Legislation Finalizing Sealaska Land Claims Advances in U.S. Senate

Photo Credit: SitNews

Photo Credit: SitNews

The Southeast Alaska Native Land Entitlement Finalization and Jobs Protection Act (S. 340) was approved Tuesday by the U.S. Senate Energy and Natural Resources Committee by unanimous voice vote. The bill now heads to the Senate floor for consideration.

The measure provides Sealaska Corp., the Alaska Native regional corp. for Southeast Alaska, with 70,075 acres to finalize transfer of land owed to the Tlingit, Haida and Tsimshian tribes under the 1971 Alaska Native Claims Settlement Act (ANCSA).

“It has taken six years, but today we’ve taken a major step toward fulfilling the promise made to Southeast’s 20,000 Alaska Natives more than four decades ago,” U.S. Senator Lisa Murkowski (R-AK) said. “This has been a difficult process because every acre of the Tongass is precious to someone, but we have worked tirelessly with all of the stakeholders to address their concerns. I truly believe that all of that work has resulted in the best bill possible. It will help the region’s timber industry grow, while at the same time protect more than 150,000 acres for fisheries and habitat.”

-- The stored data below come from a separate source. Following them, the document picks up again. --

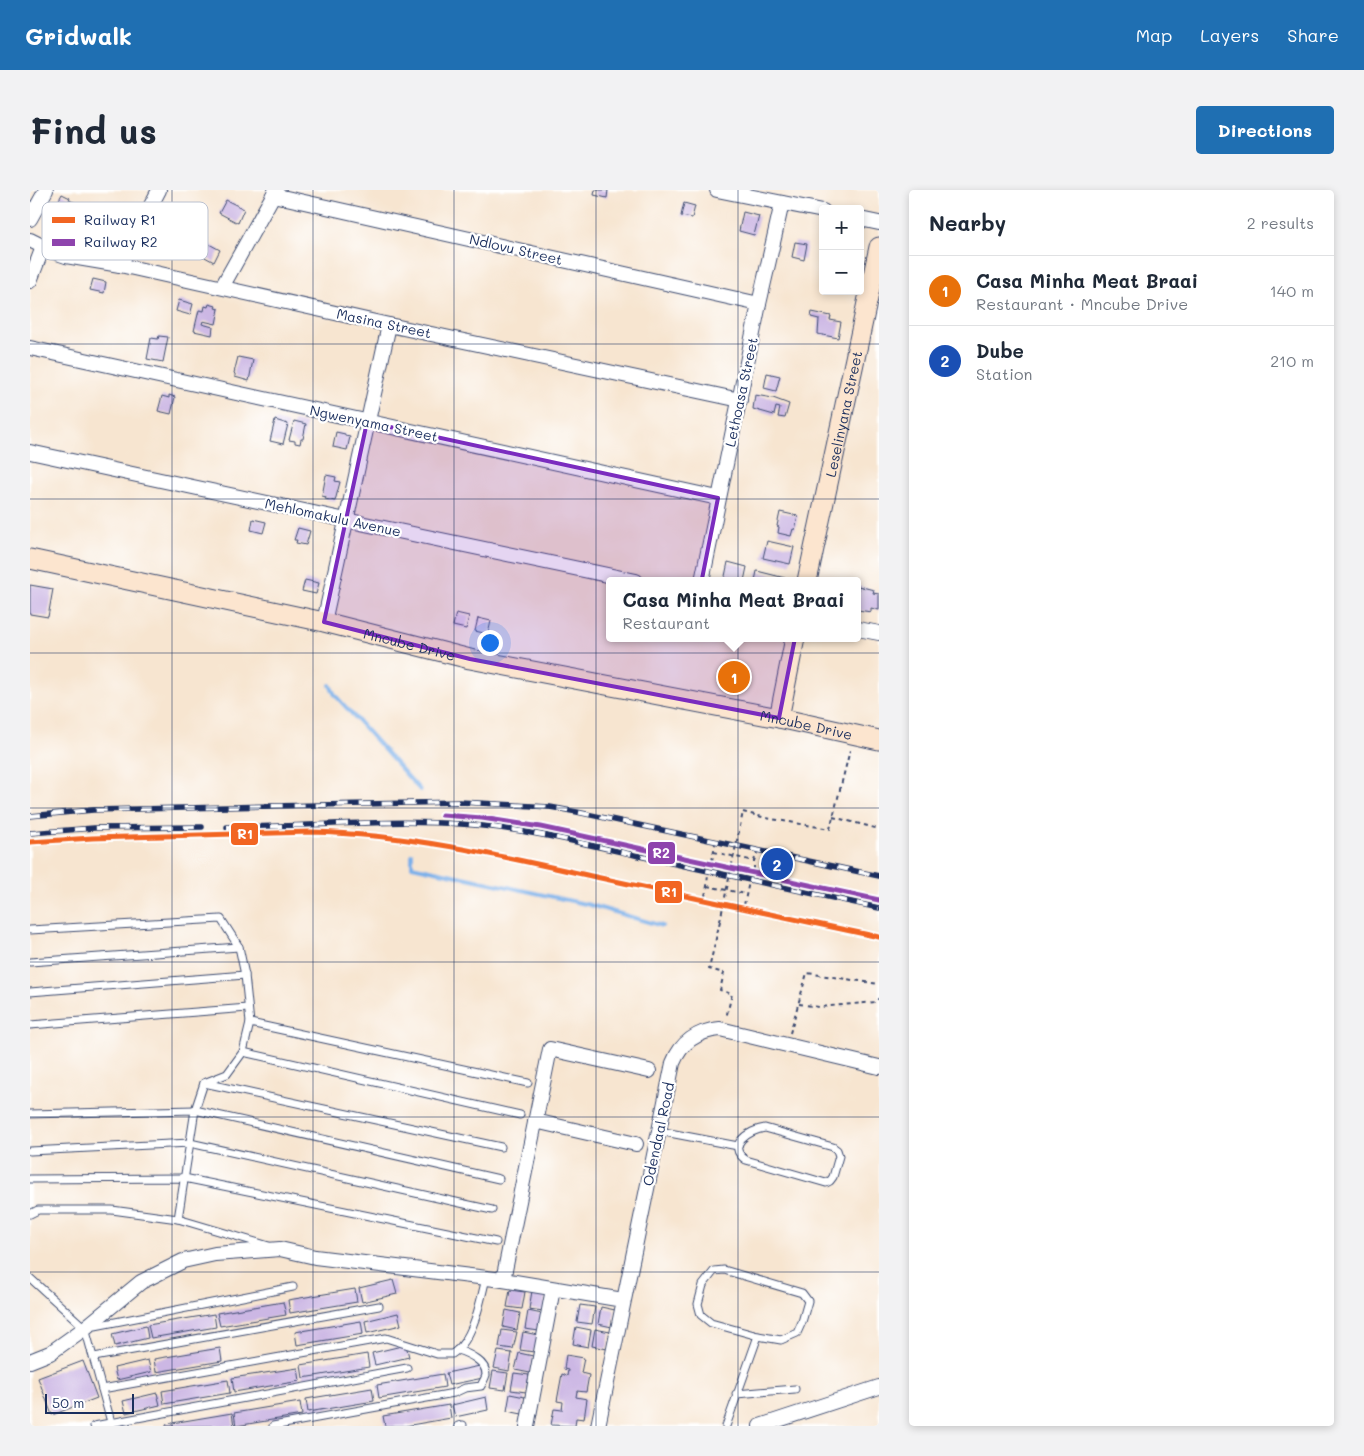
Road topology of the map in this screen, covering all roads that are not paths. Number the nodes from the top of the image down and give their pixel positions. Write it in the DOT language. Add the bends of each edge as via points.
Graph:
graph roads {
  1 [pos="46,190"];
  2 [pos="159,190"];
  3 [pos="717,190"];
  4 [pos="275,192"];
  5 [pos="153,202"];
  6 [pos="782,203"];
  7 [pos="819,210"];
  8 [pos="30,219"];
  9 [pos="864,220"];
  10 [pos="879,223"];
  11 [pos="30,240"];
  12 [pos="42,246"];
  13 [pos="879,247"];
  14 [pos="42,250"];
  15 [pos="90,260"];
  16 [pos="123,260"];
  17 [pos="120,265"];
  18 [pos="30,281"];
  19 [pos="222,287"];
  20 [pos="759,304"];
  21 [pos="389,325"];
  22 [pos="30,348"];
  23 [pos="740,400"];
  24 [pos="367,422"];
  25 [pos="30,452"];
  26 [pos="718,498"];
  27 [pos="346,520"];
  28 [pos="30,559"];
  29 [pos="617,577"];
  30 [pos="703,577"];
  31 [pos="808,577"];
  32 [pos="324,622"];
  33 [pos="861,630"];
  34 [pos="879,633"];
  35 [pos="794,642"];
  36 [pos="779,718"];
  37 [pos="879,740"];
  38 [pos="30,930"];
  39 [pos="239,947"];
  40 [pos="30,962"];
  41 [pos="245,975"];
  42 [pos="30,992"];
  43 [pos="248,1008"];
  44 [pos="250,1023"];
  45 [pos="30,1025"];
  46 [pos="243,1052"];
  47 [pos="879,1067"];
  48 [pos="649,1071"];
  49 [pos="204,1083"];
  50 [pos="528,1083"];
  51 [pos="195,1110"];
  52 [pos="30,1114"];
  53 [pos="520,1115"];
  54 [pos="535,1121"];
  55 [pos="659,1131"];
  56 [pos="190,1143"];
  57 [pos="636,1144"];
  58 [pos="738,1146"];
  59 [pos="501,1147"];
  60 [pos="30,1151"];
  61 [pos="184,1178"];
  62 [pos="30,1179"];
  63 [pos="499,1179"];
  64 [pos="492,1210"];
  65 [pos="30,1214"];
  66 [pos="178,1219"];
  67 [pos="496,1242"];
  68 [pos="280,1249"];
  69 [pos="30,1278"];
  70 [pos="486,1278"];
  71 [pos="503,1280"];
  72 [pos="293,1287"];
  73 [pos="553,1289"];
  74 [pos="623,1300"];
  75 [pos="379,1306"];
  76 [pos="85,1328"];
  77 [pos="758,1336"];
  78 [pos="457,1350"];
  79 [pos="94,1357"];
  80 [pos="30,1362"];
  81 [pos="407,1368"];
  82 [pos="879,1387"];
  83 [pos="102,1389"];
  84 [pos="795,1389"];
  85 [pos="736,1394"];
  86 [pos="111,1422"];
  87 [pos="94,1426"];
  88 [pos="273,1426"];
  89 [pos="527,1426"];
  90 [pos="598,1426"];
  91 [pos="726,1426"];
  92 [pos="760,1426"];
  1 -- 8 [label="street"];
  2 -- 5 [label="street"];
  3 -- 6 [label="street"];
  4 -- 19 [label="street"];
  4 -- 20 [label="street, Ndlovu Street"];
  6 -- 7 [label="street"];
  6 -- 20 [label="street, Lethoasa Street"];
  9 -- 10 [label="street"];
  11 -- 12 [label="street, Masina Street"];
  13 -- 31 [label="street, Leselinyana Street"];
  14 -- 18 [label="street"];
  15 -- 17 [label="street, Masina Street"];
  16 -- 17 [label="street"];
  17 -- 19 [label="street, Masina Street"];
  19 -- 21 [label="street, Masina Street"];
  20 -- 23 [label="street, Lethoasa Street"];
  21 -- 23 [label="street, Masina Street"];
  21 -- 24 [label="street"];
  22 -- 24 [label="street, Ngwenyama Street"];
  23 -- 26 [label="street, Lethoasa Street"];
  24 -- 26 [label="street, Ngwenyama Street"];
  24 -- 27 [label="street"];
  25 -- 27 [label="street, Mehlomakulu Avenue"];
  26 -- 30 [label="street, Lethoasa Street"];
  27 -- 29 [label="street, Mehlomakulu Avenue"];
  27 -- 32 [label="street"];
  28 -- 32 [label="street, Mncube Drive"];
  32 -- 36 [label="street, Mncube Drive" via="470,659"];
  33 -- 34 [label="street"];
  35 -- 36 [label="street"];
  36 -- 37 [label="street, Mncube Drive"];
  38 -- 39 [label="lane" via="221,919"];
  39 -- 40 [label="lane"];
  39 -- 41 [label="lane"];
  41 -- 42 [label="lane"];
  41 -- 43 [label="lane"];
  43 -- 44 [label="lane"];
  43 -- 45 [label="lane"];
  44 -- 46 [label="lane"];
  44 -- 50 [label="lane"];
  46 -- 49 [label="lane" via="227,1074"];
  46 -- 53 [label="lane"];
  47 -- 55 [label="street, Odendaal Road" via="723,1030 697,1034 680,1049 673,1064"];
  48 -- 54 [label="street" via="550,1049"];
  49 -- 51 [label="lane"];
  49 -- 59 [label="lane"];
  51 -- 52 [label="lane"];
  51 -- 56 [label="lane"];
  51 -- 63 [label="lane"];
  54 -- 57 [label="street"];
  54 -- 71 [label="street"];
  55 -- 58 [label="lane"];
  55 -- 74 [label="street, Odendaal Road"];
  56 -- 60 [label="lane"];
  56 -- 61 [label="lane"];
  56 -- 64 [label="lane"];
  58 -- 58 [label="lane" via="739,1153 746,1160 826,1183 833,1177 839,1156 833,1147 765,1128 749,1132"];
  61 -- 62 [label="lane"];
  61 -- 66 [label="lane"];
  61 -- 67 [label="lane"];
  65 -- 66 [label="lane" via="38,1210 112,1210"];
  66 -- 68 [label="lane"];
  68 -- 70 [label="street" via="315,1258"];
  68 -- 76 [label="street" via="215,1254 183,1261 141,1282"];
  69 -- 76 [label="lane"];
  70 -- 71 [label="street"];
  70 -- 78 [label="lane" via="478,1312"];
  71 -- 73 [label="street"];
  72 -- 76 [label="lane"];
  73 -- 74 [label="street"];
  73 -- 89 [label="street"];
  74 -- 90 [label="street, Odendaal Road"];
  75 -- 79 [label="lane"];
  76 -- 79 [label="lane"];
  76 -- 80 [label="street" via="50,1353"];
  77 -- 77 [label="lane" via="781,1340 797,1333 808,1301 802,1293 724,1270 714,1271 703,1285 698,1304 701,1315 711,1323"];
  77 -- 85 [label="lane"];
  78 -- 83 [label="lane" via="452,1354 437,1354 386,1338"];
  78 -- 88 [label="lane" via="477,1360 485,1369 486,1377 480,1386"];
  79 -- 83 [label="lane"];
  81 -- 86 [label="lane"];
  82 -- 92 [label="street"];
  83 -- 86 [label="lane"];
  84 -- 85 [label="lane"];
  85 -- 91 [label="lane"];
  86 -- 87 [label="lane"];
}
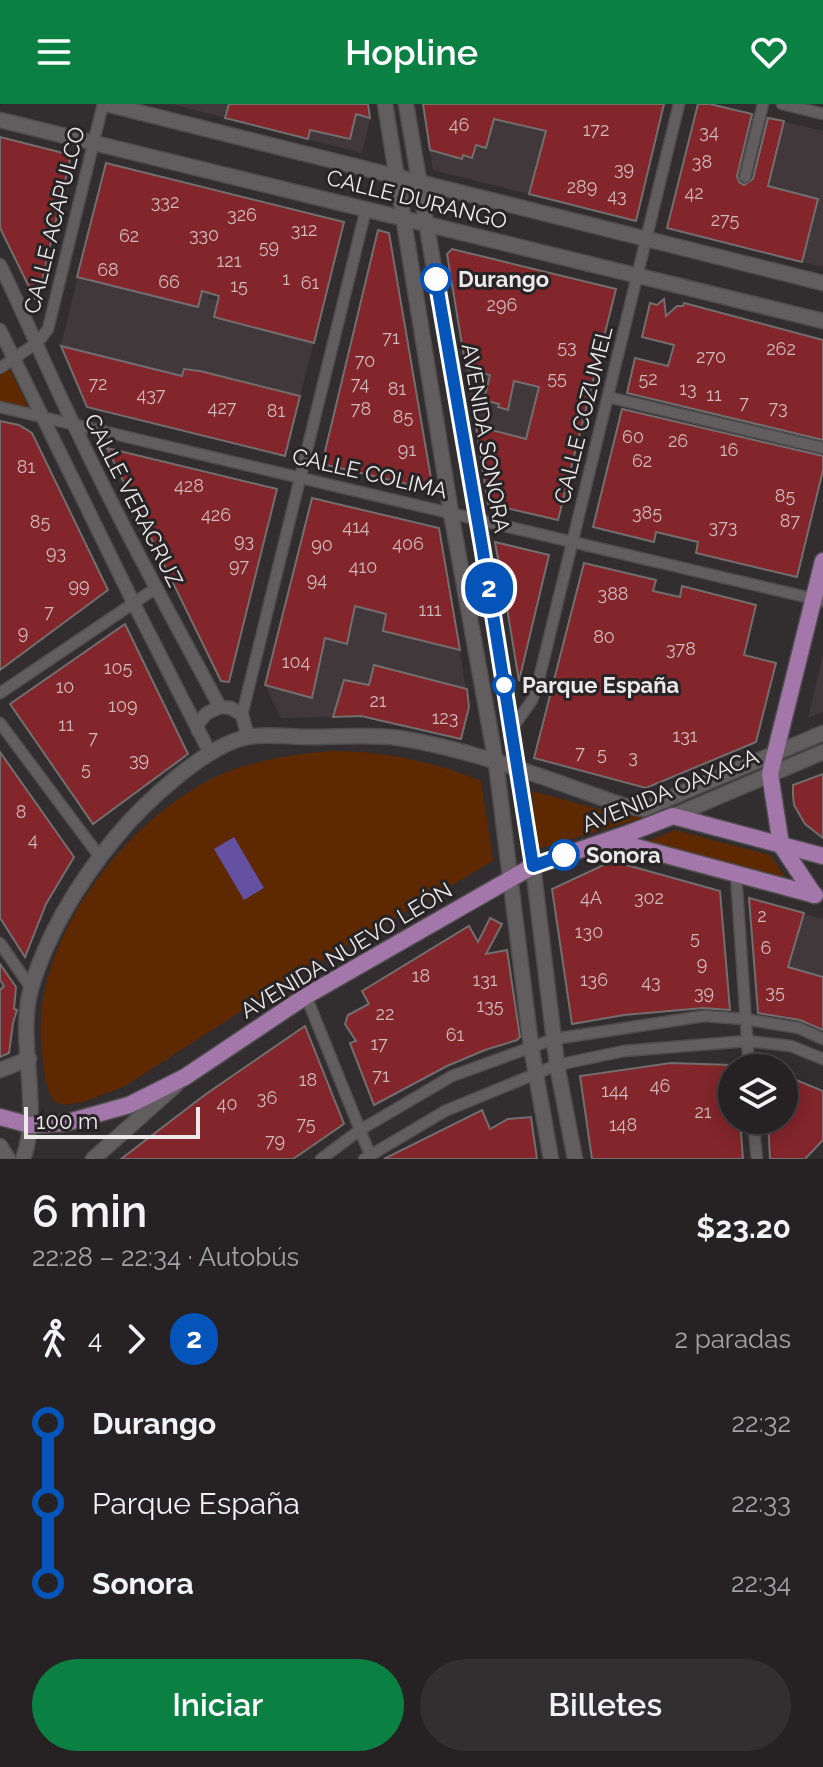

Under ANCSA, which extinguished aboriginal land claims in Alaska, Sealaska was entitled to an estimated 375,000 acres of the 16.9-million acre Tongass National Forest to help improve the livelihoods of its shareholders. The government never made good on its promise.

Sealaska is currently owed some 85,000 acres, but under the compromise worked out in Murkowski’s bill it will accept about 15,000 acres less in exchange for 68,400 acres for timber harvesting, 1,099 acres for renewable energy resource and recreational tourism projects, and 490 acres of Native cemetery and historic sites.